On the sets $\{\dfrac {\phi(n+1)}{\phi(n)} : n\in \mathbb Z^+\}$ and $\{\dfrac {\phi(n)}{n} : n\in \mathbb Z^+\}$

Question

How to show that the set $\{\dfrac {\phi(n+1)}{\phi(n)} : n\in \mathbb Z^+\}$ is dense in $\mathbb R^+$ ? Also that the set $\{\dfrac {\phi(n)}{n} : n\in \mathbb Z^+\}$ is dense in $(0,1)$ ?

Answer 1

Let $B=\{\frac{\phi(n)}{n}:n\in\mathbb Z^+\}$. Let $m\#$ denote the product of all primes $\le m$ (primorial) and let $p_m$ denote the $m$th prime. For $1\le k\le m$ let $$f(m,k)=\frac{\phi(\frac{p_m\#}{p_k\#})\cdot p_k\#}{p_m\#}=\prod_{p_k<p<\le p_m}\left(1-\frac1p\right).$$ Note that $$ \ln f(m,k)=\sum_{p_k<p<\le p_m}\ln\left(1-\frac1p\right)<-\sum_{p_k<p<\le p_m}\frac 1p. $$ From the divergence $\sum \frac 1p$, we conclude that for any $k$, $\lim_{m\to\infty}f(m,k)=0$. Pick $k_0$ such that $1-\frac1p>\frac ab$ for all $p>p_{k_0}$. The pick $m$ big enough such that $f(m,k_0)<b$. If $f(m,k_0)>a$, we are done.
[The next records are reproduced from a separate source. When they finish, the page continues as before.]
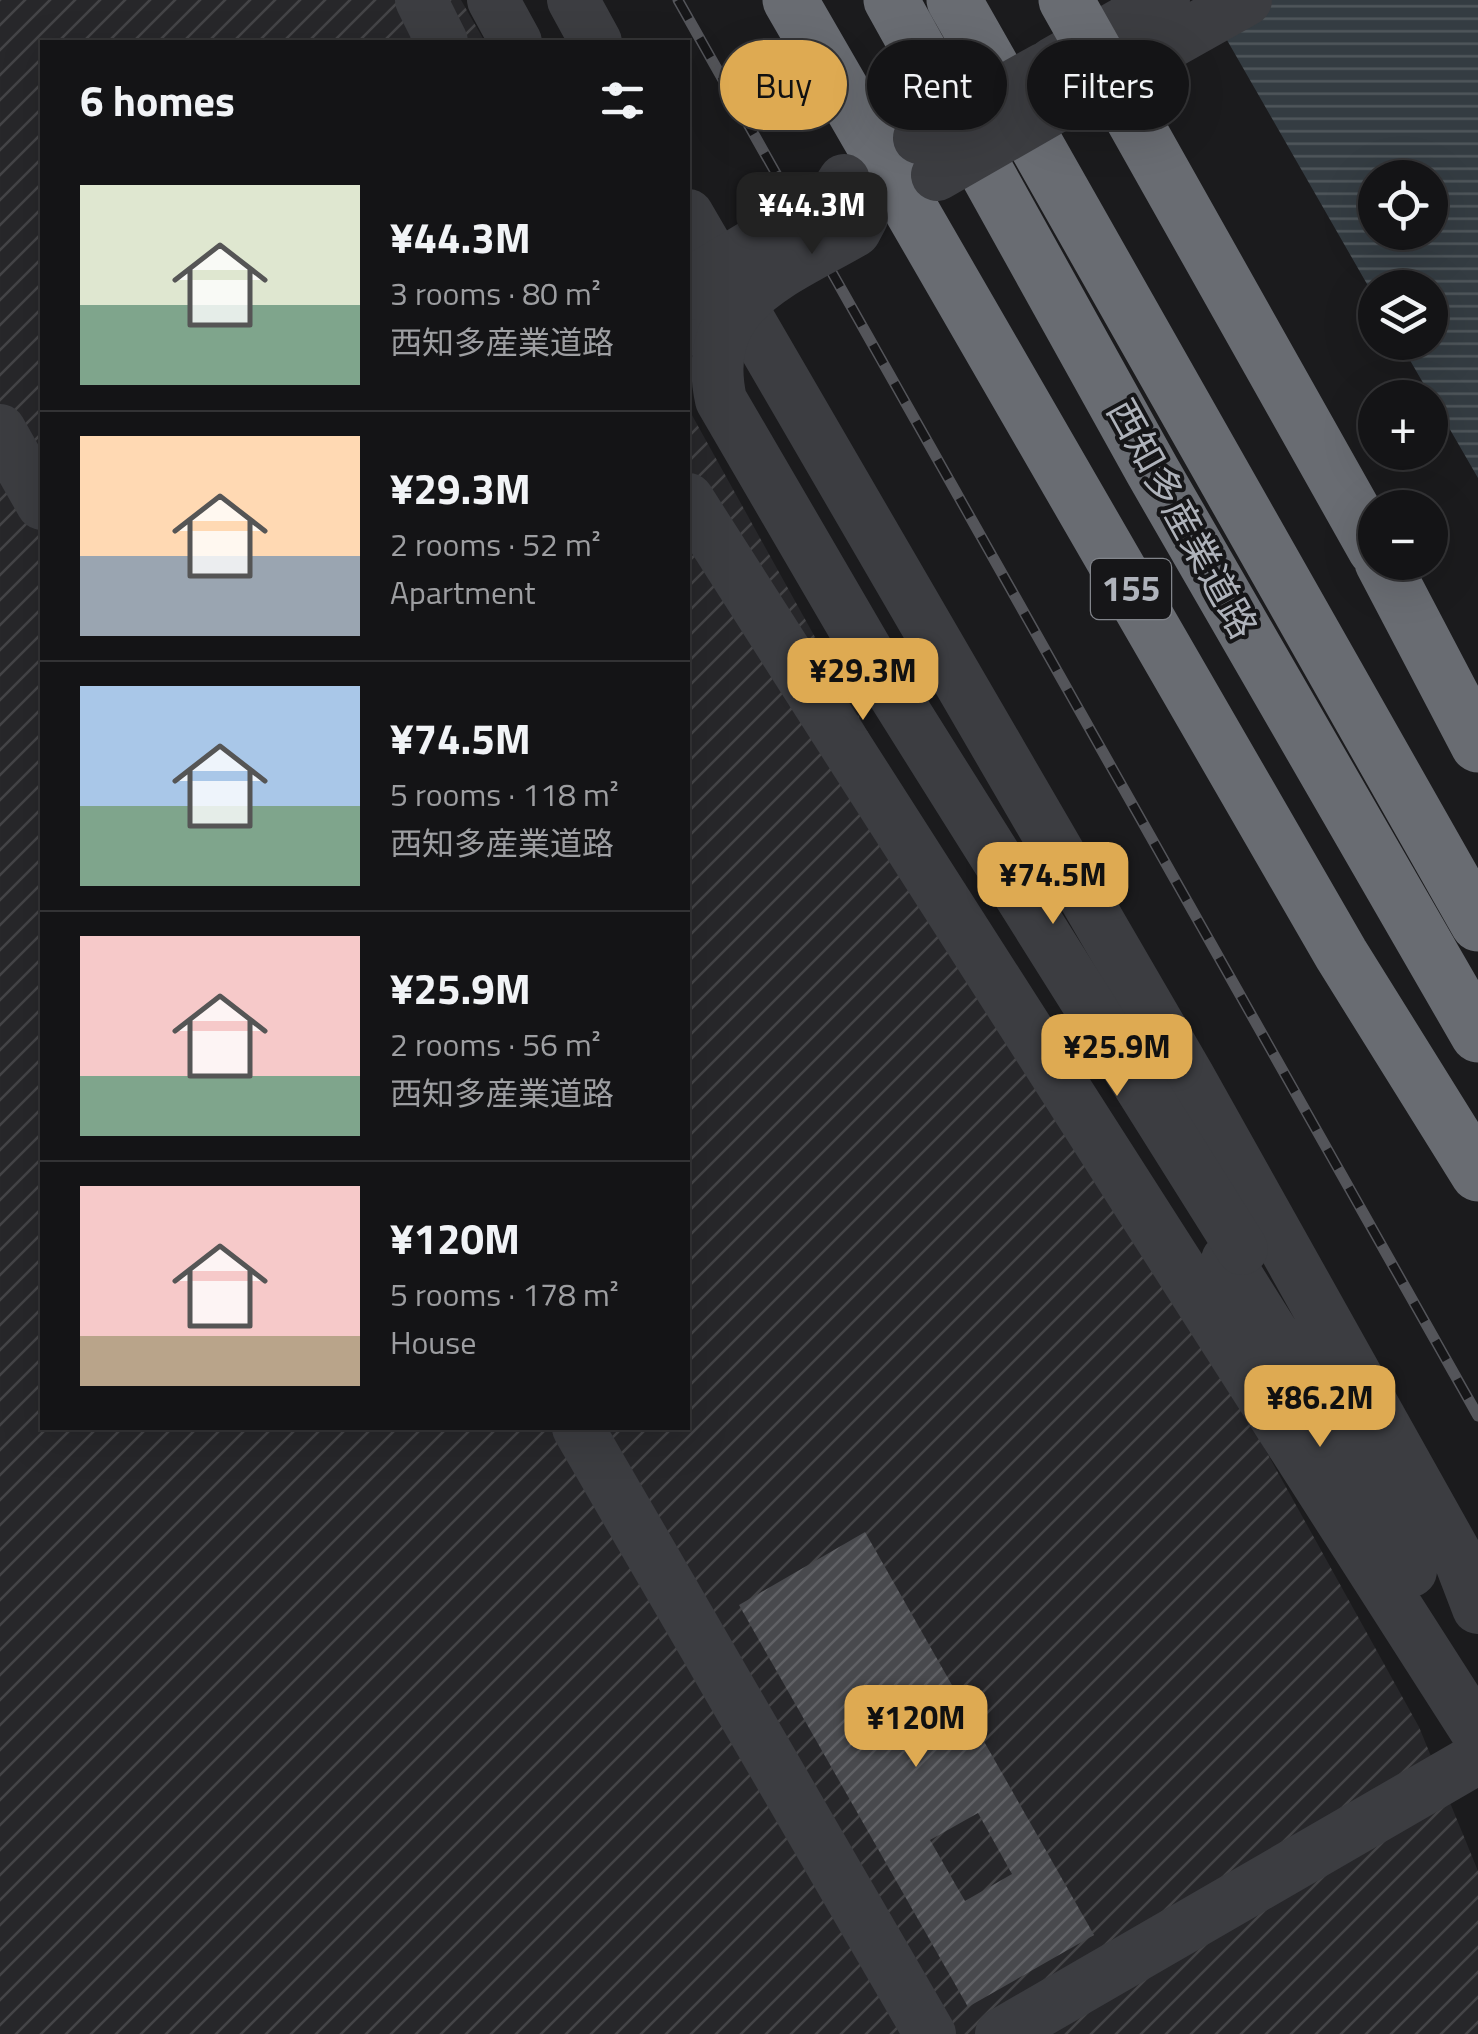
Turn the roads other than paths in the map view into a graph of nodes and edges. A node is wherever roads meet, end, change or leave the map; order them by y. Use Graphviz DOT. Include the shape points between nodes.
graph roads {
  1 [pos="421,0"];
  2 [pos="475,0"];
  3 [pos="492,0"];
  4 [pos="573,0"];
  5 [pos="790,0"];
  6 [pos="891,0"];
  7 [pos="954,0"];
  8 [pos="1246,0"];
  9 [pos="1159,18"];
  10 [pos="441,40"];
  11 [pos="495,40"];
  12 [pos="515,40"];
  13 [pos="595,40"];
  14 [pos="1112,40"];
  15 [pos="1027,89"];
  16 [pos="1118,130"];
  17 [pos="891,177"];
  18 [pos="690,218"];
  19 [pos="690,301"];
  20 [pos="690,317"];
  21 [pos="0,430"];
  22 [pos="40,500"];
  23 [pos="690,501"];
  24 [pos="1358,521"];
  25 [pos="1391,580"];
  26 [pos="1478,745"];
  27 [pos="1478,924"];
  28 [pos="1478,1035"];
  29 [pos="1478,1174"];
  30 [pos="1234,1254"];
  31 [pos="579,1430"];
  32 [pos="1476,1603"];
  33 [pos="1475,1736"];
  34 [pos="930,2034"];
  35 [pos="1001,2034"];
  1 -- 10 [label="street"];
  2 -- 11 [label="street"];
  3 -- 12 [label="street"];
  4 -- 13 [label="street"];
  5 -- 17 [label="highway, 155"];
  6 -- 28 [label="highway, 西知多産業道路 / 155"];
  7 -- 27 [label="highway, 西知多産業道路"];
  8 -- 9 [label="street"];
  9 -- 14 [label="street"];
  15 -- 17 [label="street, bridge"];
  16 -- 24 [label="highway"];
  17 -- 19 [label="street, bridge" via="847,218"];
  17 -- 29 [label="highway, 155" via="1342,954"];
  17 -- 30 [label="street, bridge" via="855,230 732,310 715,372 721,400"];
  18 -- 32 [label="street" via="1189,1076 1460,1561"];
  20 -- 30 [label="street" via="694,382 722,438 832,626"];
  21 -- 22 [label="street"];
  23 -- 33 [label="street" via="1178,1271 1279,1417"];
  25 -- 26 [label="highway"];
  30 -- 32 [label="street"];
  30 -- 33 [label="street" via="1376,1498 1451,1655"];
  31 -- 34 [label="street"];
  33 -- 35 [label="street"];
}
Otherwise consider $f(m,k_0)<f(m,k_0+1)<\ldots <f(m,m)=1$: At each step, the numbers differ by a factor $<\frac ba$, hence some $f(m,k)$ must fall between $a$ and $b$. This shows that $B\cap (a,b)$ is nonempty for any open subinterval of $[0,1]$, i.e., $B$ is dense in $[0,1]$.